Cardiac Electrophysiology Research and Training Center, Faculty of Medicine, Chiang Mai University, Chiang Mai, 50200, Thailand.
Cardiac Electrophysiology Unit, Department of Physiology, Faculty of Medicine, Chiang Mai University, Chiang Mai, 50200, Thailand.
Cell Mol Life Sci. 2022 Dec 30;80(1):21. doi: 10.1007/s00018-022-04678-4.

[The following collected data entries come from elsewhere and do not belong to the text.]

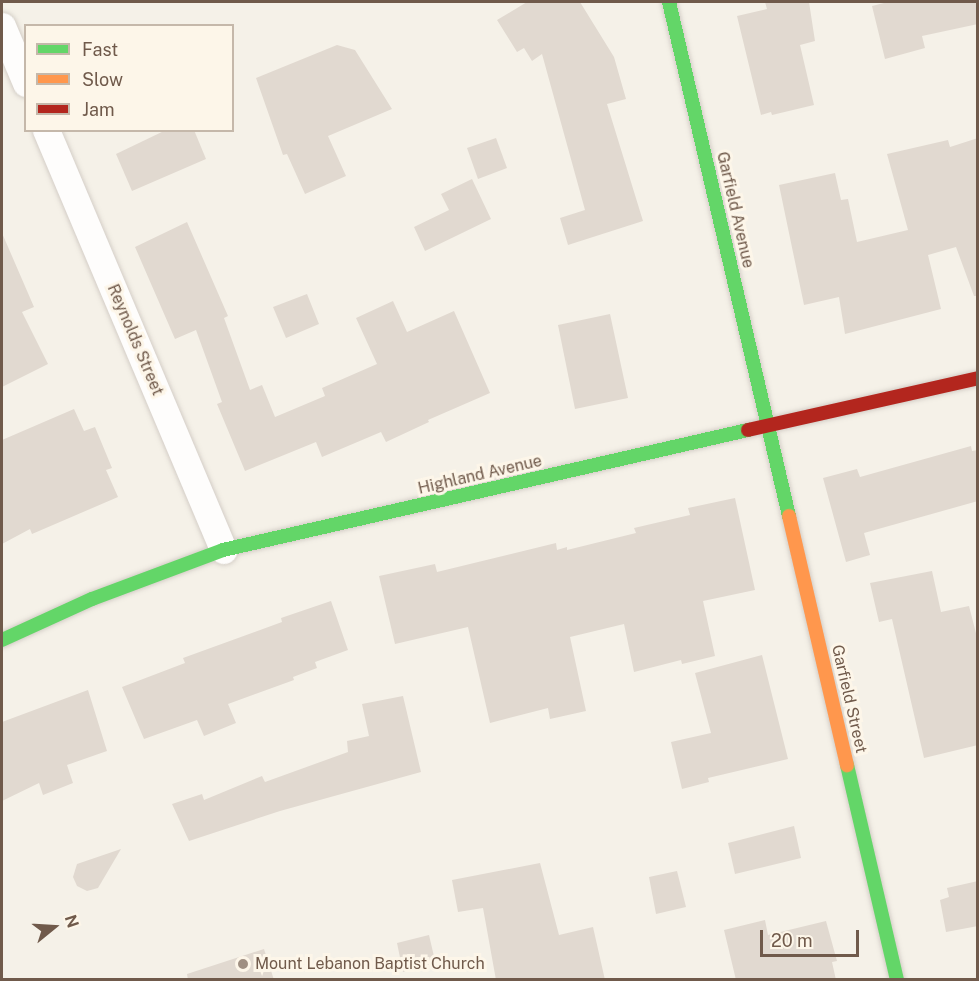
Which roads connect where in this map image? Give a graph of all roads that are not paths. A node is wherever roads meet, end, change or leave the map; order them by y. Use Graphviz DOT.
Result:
graph roads {
  1 [pos="669,2"];
  2 [pos="2,26"];
  3 [pos="24,78"];
  4 [pos="47,132"];
  5 [pos="978,378"];
  6 [pos="768,426"];
  7 [pos="224,550"];
  8 [pos="2,640"];
  9 [pos="897,980"];
  1 -- 6 [label="street, Garfield Avenue"];
  2 -- 3 [label="street"];
  4 -- 7 [label="street, Reynolds Street"];
  5 -- 6 [label="street, Highland Avenue"];
  6 -- 7 [label="street, Highland Avenue"];
  6 -- 9 [label="street, Garfield Street"];
  7 -- 8 [label="street, Highland Avenue"];
}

The aberration of programmed cell death including cell death associated with autophagy/mitophagy, apoptosis, necroptosis, pyroptosis, and ferroptosis can be observed in the development and progression of doxorubicin-induced cardiotoxicity (DIC). Vagus nerve stimulation (VNS) has been shown to exert cardioprotection against cardiomyocyte death through the release of the neurotransmitter acetylcholine (ACh) under a variety of pathological conditions. However, the roles of VNS and its underlying mechanisms against DIC have never been investigated. Forty adults male Wistar rats were divided into 5 experimental groups: (i) control without VNS (CSham) group, (ii) doxorubicin (3 mg/kg/day, i.p.) without VNS (DSham) group, (iii) doxorubicin + VNS (DVNS) group, (iv) doxorubicin + VNS + mAChR antagonist (atropine; 1 mg/kg/day, ip, DVNS + Atro) group, and (v) doxorubicin + VNS + nAChR antagonist (mecamylamine; 7.5 mg/kg/day, ip, DVNS + Mec) group. Our results showed that doxorubicin insult led to left ventricular (LV) dysfunction through impaired cardiac autonomic balance, decreased mitochondrial function, imbalanced mitochondrial dynamics, and exacerbated cardiomyocyte death including autophagy/mitophagy, apoptosis, necroptosis, pyroptosis, and ferroptosis. However, VNS treatment improved cardiac mitochondrial and autonomic functions, and suppressed excessive autophagy, apoptosis, necroptosis, pyroptosis, and ferroptosis, leading to improved LV function. Consistent with this, ACh effectively improved cell viability and suppressed cell cytotoxicity in doxorubicin-treated H9c2 cells. In contrast, either inhibitors of muscarinic (mAChR) or nicotinic acetylcholine receptor (nAChR) completely abrogated the favorable effects mediated by VNS and acetylcholine. These findings suggest that VNS exerts cardioprotective effects against doxorubicin-induced cardiomyocyte death via activation of both mAChR and nAChR.
程序性细胞死亡的失常,包括与自噬/线粒体自噬、细胞凋亡、坏死性凋亡、细胞焦亡和铁死亡相关的细胞死亡,可在多柔比星诱导的心脏毒性(DIC)的发展和进展中观察到。迷走神经刺激(VNS)已被证明可以通过在多种病理条件下释放神经递质乙酰胆碱(ACh)来发挥心肌细胞死亡的心脏保护作用。然而,VNS 对抗 DIC 的作用及其潜在机制从未被研究过。40 只成年雄性 Wistar 大鼠被分为 5 个实验组:(i)无 VNS 的对照组(CSham)组,(ii)无 VNS 的多柔比星组(DSham)组,(iii)多柔比星+VNS 组(DVNS)组,(iv)多柔比星+VNS+mAChR 拮抗剂(阿托品;1mg/kg/天,ip,DVNS+Atro)组,和(v)多柔比星+VNS+nAChR 拮抗剂(美加明;7.5mg/kg/天,ip,DVNS+Mec)组。我们的结果表明,多柔比星损伤通过损害心脏自主平衡、降低线粒体功能、失衡线粒体动力学以及加剧包括自噬/线粒体自噬、细胞凋亡、坏死性凋亡、细胞焦亡和铁死亡在内的心肌细胞死亡,导致左心室(LV)功能障碍。然而,VNS 治疗改善了心脏线粒体和自主神经功能,并抑制了过度的自噬、细胞凋亡、坏死性凋亡、细胞焦亡和铁死亡,从而改善了 LV 功能。与此一致,ACh 有效地提高了多柔比星处理的 H9c2 细胞的细胞活力并抑制了细胞细胞毒性。相比之下,毒蕈碱(mAChR)或烟碱型乙酰胆碱受体(nAChR)的抑制剂完全消除了 VNS 和乙酰胆碱介导的有利作用。这些发现表明,VNS 通过激活 mAChR 和 nAChR 发挥对抗多柔比星诱导的心肌细胞死亡的心脏保护作用。